Bounding boxes with keypoints:
= Beginning of Section =
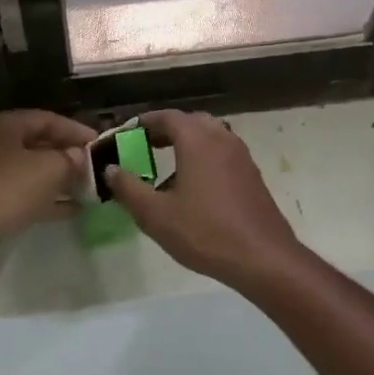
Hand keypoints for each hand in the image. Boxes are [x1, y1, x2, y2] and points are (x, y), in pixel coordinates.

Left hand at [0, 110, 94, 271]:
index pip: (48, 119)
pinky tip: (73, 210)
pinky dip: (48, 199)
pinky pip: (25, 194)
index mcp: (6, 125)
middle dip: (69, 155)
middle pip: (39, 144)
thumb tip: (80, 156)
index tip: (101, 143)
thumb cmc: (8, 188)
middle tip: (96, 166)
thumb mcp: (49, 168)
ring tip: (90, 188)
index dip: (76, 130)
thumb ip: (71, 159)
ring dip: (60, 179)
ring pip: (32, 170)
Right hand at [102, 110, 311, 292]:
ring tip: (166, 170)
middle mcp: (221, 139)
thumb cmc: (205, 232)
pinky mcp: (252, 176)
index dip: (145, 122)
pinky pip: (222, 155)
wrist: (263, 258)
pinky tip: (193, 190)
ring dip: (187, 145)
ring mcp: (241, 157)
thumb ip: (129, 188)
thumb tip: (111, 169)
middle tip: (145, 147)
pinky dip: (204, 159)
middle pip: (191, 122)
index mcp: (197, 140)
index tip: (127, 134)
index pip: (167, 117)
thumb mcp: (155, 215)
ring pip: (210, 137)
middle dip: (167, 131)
= End of Section =
→ Exercise objective:
In the entries above, find the line with "index tip: (127, 134)", then retype it and every line after it exactly.

→ Answer below:
index tip: (127, 134)
index pip: (167, 117)
thumb mcp: (155, 215)
ring pip: (210, 137)
middle dip: (167, 131)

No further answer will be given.